Dataset records:
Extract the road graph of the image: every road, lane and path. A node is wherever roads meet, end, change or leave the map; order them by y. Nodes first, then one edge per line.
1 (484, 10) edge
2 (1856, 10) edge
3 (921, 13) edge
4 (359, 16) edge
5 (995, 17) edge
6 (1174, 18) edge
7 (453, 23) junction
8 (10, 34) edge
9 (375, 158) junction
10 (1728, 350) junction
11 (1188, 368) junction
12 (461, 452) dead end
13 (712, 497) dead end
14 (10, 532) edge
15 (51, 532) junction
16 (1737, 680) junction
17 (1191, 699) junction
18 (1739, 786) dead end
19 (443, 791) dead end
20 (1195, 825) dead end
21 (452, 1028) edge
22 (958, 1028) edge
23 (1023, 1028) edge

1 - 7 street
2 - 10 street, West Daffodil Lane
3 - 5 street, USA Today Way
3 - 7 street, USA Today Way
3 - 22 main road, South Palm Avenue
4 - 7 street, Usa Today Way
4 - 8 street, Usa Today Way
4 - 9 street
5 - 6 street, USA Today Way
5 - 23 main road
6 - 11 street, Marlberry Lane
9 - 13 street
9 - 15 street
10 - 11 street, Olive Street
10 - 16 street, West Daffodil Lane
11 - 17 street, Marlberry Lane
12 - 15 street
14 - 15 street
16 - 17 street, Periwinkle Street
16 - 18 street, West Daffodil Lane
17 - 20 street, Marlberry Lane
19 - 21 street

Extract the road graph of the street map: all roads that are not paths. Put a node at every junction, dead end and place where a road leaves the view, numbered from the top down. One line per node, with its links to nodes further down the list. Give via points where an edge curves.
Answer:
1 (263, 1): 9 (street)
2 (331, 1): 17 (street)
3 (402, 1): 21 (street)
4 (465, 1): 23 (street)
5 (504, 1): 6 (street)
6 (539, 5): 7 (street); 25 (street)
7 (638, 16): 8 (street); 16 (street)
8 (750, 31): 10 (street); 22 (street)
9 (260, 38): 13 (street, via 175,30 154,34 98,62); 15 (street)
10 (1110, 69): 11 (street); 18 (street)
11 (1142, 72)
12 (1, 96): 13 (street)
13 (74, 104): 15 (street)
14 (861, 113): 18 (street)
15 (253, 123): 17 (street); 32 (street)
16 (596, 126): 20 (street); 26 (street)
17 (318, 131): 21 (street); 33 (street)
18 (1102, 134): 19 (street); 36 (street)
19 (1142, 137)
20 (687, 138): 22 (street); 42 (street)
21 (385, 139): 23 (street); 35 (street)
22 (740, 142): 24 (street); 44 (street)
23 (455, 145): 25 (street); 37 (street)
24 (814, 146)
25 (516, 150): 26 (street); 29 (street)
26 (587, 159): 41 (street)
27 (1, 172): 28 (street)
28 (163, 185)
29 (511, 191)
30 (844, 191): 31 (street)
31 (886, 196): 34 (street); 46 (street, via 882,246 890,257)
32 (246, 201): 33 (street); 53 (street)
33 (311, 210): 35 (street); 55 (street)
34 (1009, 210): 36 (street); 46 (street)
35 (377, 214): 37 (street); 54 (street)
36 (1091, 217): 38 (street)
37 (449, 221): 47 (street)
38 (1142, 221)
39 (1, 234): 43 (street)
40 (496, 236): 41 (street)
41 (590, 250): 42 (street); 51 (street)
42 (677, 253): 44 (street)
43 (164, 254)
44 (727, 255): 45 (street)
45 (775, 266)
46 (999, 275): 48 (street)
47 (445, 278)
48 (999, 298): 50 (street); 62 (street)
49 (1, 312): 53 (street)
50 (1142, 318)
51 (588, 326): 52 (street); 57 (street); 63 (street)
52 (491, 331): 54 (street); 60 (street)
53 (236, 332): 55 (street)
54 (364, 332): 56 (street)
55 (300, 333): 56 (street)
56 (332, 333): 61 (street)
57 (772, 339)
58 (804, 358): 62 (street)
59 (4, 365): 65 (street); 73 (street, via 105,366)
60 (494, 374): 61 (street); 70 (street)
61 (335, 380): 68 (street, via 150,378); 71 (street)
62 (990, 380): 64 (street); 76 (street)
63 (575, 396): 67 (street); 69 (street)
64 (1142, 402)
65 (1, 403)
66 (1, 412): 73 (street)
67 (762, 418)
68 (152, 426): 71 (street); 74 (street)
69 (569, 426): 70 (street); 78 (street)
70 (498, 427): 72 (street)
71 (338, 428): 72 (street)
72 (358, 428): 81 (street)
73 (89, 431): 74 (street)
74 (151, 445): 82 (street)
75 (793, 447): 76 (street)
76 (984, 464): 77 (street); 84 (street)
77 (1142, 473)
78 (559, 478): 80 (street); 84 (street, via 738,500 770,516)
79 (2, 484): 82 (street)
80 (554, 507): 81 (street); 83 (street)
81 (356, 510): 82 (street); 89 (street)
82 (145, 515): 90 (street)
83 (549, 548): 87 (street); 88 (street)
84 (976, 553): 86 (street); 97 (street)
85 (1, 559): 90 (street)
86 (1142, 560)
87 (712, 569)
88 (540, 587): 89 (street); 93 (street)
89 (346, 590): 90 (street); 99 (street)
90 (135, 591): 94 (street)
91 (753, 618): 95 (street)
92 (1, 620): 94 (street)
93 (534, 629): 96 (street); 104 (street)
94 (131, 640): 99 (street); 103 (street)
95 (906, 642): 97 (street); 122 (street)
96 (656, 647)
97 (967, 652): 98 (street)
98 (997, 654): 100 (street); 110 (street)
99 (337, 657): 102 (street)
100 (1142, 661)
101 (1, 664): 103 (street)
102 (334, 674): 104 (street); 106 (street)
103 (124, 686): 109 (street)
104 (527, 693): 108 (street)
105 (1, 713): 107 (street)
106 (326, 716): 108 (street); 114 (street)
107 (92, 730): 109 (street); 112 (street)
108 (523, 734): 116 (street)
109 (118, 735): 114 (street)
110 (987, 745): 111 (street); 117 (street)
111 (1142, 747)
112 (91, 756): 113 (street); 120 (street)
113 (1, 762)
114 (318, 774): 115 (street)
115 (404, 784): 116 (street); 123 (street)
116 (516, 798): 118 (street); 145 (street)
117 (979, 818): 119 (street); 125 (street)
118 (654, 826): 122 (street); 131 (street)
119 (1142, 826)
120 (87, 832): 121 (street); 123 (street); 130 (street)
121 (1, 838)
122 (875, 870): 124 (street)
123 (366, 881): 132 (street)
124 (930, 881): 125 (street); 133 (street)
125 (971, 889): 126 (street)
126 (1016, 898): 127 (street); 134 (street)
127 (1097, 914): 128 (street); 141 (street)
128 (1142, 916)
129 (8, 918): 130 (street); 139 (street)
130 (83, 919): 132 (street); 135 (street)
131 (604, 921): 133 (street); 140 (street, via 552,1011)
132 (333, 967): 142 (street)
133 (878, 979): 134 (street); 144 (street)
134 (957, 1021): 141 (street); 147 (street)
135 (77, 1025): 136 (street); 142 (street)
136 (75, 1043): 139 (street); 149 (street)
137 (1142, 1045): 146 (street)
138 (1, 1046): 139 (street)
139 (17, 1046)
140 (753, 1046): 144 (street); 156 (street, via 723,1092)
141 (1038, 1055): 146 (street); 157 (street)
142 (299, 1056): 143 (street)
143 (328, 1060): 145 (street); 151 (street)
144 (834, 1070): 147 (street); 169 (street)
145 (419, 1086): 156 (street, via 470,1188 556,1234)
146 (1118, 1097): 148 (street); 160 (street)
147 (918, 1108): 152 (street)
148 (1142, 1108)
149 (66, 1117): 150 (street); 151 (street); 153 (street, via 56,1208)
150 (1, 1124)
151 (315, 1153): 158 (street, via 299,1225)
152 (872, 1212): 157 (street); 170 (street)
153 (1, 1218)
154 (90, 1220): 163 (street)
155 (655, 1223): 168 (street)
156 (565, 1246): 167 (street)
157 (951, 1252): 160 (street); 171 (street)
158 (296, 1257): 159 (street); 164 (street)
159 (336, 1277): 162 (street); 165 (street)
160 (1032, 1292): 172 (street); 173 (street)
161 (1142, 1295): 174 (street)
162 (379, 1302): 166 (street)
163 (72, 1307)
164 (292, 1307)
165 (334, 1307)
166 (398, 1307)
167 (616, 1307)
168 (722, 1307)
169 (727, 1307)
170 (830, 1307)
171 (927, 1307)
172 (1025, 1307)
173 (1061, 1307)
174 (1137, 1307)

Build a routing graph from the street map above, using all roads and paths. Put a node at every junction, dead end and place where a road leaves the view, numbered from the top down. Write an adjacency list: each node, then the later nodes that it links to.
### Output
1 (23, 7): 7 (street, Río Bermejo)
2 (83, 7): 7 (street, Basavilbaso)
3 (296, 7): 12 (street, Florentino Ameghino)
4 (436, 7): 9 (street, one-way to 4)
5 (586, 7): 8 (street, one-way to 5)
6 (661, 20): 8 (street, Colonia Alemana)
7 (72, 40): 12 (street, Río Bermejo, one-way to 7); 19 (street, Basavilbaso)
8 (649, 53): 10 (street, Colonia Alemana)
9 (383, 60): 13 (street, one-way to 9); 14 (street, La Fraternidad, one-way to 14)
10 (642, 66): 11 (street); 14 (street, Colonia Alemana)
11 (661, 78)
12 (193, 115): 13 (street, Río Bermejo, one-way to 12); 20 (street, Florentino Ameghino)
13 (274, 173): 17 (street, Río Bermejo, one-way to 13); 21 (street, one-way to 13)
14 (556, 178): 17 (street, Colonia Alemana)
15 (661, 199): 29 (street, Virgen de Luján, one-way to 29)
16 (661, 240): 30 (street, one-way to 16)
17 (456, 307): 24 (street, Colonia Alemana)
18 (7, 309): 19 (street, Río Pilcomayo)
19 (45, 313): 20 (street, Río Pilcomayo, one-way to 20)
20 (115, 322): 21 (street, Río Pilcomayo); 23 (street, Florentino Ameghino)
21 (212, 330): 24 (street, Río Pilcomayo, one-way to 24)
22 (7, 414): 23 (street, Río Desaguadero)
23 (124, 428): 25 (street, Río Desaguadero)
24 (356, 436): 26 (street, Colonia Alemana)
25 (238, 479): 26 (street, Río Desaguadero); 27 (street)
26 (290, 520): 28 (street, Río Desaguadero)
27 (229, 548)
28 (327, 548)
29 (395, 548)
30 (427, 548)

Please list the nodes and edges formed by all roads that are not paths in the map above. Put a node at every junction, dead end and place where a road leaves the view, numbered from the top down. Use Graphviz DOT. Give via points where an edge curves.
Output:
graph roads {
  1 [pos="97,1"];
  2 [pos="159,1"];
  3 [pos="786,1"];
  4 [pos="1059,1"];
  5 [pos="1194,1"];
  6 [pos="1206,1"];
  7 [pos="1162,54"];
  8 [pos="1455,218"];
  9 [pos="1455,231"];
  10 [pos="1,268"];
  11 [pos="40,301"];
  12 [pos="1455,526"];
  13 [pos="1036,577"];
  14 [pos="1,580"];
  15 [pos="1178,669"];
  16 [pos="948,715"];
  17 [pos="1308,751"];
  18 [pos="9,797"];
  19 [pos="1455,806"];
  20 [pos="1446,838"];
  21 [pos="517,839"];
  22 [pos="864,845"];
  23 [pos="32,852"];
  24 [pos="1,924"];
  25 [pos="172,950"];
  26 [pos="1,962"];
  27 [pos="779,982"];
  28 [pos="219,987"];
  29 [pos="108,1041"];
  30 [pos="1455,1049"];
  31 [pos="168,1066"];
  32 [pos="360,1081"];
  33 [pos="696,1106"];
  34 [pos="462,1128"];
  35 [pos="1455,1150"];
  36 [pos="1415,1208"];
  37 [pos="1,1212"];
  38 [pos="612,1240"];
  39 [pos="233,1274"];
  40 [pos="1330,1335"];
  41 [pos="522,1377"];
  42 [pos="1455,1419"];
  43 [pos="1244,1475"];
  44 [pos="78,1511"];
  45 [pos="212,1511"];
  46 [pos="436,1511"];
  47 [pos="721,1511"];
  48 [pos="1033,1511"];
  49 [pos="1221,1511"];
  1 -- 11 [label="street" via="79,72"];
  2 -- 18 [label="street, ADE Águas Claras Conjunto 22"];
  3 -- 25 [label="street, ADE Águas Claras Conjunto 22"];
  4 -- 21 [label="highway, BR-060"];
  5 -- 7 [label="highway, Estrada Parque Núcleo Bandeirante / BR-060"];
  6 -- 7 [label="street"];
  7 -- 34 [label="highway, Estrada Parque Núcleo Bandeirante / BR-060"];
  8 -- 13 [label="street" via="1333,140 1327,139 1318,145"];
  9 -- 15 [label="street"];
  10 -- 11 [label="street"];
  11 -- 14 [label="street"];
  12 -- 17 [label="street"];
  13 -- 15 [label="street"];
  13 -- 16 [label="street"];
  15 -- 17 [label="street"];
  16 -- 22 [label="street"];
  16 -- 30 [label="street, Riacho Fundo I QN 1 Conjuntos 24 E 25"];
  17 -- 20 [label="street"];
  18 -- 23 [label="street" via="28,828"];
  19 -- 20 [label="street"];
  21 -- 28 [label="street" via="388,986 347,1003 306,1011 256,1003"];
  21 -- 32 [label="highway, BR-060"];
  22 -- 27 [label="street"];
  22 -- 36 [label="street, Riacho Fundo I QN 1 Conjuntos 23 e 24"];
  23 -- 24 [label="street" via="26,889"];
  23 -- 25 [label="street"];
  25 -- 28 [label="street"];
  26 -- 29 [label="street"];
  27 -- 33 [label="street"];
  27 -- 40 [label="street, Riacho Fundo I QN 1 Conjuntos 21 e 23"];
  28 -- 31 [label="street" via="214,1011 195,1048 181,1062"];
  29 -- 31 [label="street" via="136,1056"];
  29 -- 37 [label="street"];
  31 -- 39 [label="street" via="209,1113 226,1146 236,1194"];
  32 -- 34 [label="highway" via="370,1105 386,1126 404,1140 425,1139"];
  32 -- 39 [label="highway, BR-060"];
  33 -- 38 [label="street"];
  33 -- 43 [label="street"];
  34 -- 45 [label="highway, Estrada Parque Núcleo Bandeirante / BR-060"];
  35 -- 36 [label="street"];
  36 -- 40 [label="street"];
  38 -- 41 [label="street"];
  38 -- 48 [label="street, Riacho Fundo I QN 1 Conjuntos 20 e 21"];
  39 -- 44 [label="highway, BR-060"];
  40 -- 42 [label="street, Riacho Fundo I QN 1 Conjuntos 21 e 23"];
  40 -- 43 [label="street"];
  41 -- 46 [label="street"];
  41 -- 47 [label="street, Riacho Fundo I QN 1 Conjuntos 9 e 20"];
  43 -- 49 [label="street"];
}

- Problem statement -
What is needed is every line of the records above that contains the word "Fundo".

- Reply -
  16 -- 30 [label="street, Riacho Fundo I QN 1 Conjuntos 24 E 25"];
  22 -- 36 [label="street, Riacho Fundo I QN 1 Conjuntos 23 e 24"];
  27 -- 40 [label="street, Riacho Fundo I QN 1 Conjuntos 21 e 23"];
  38 -- 48 [label="street, Riacho Fundo I QN 1 Conjuntos 20 e 21"];
  40 -- 42 [label="street, Riacho Fundo I QN 1 Conjuntos 21 e 23"];
  41 -- 47 [label="street, Riacho Fundo I QN 1 Conjuntos 9 e 20"];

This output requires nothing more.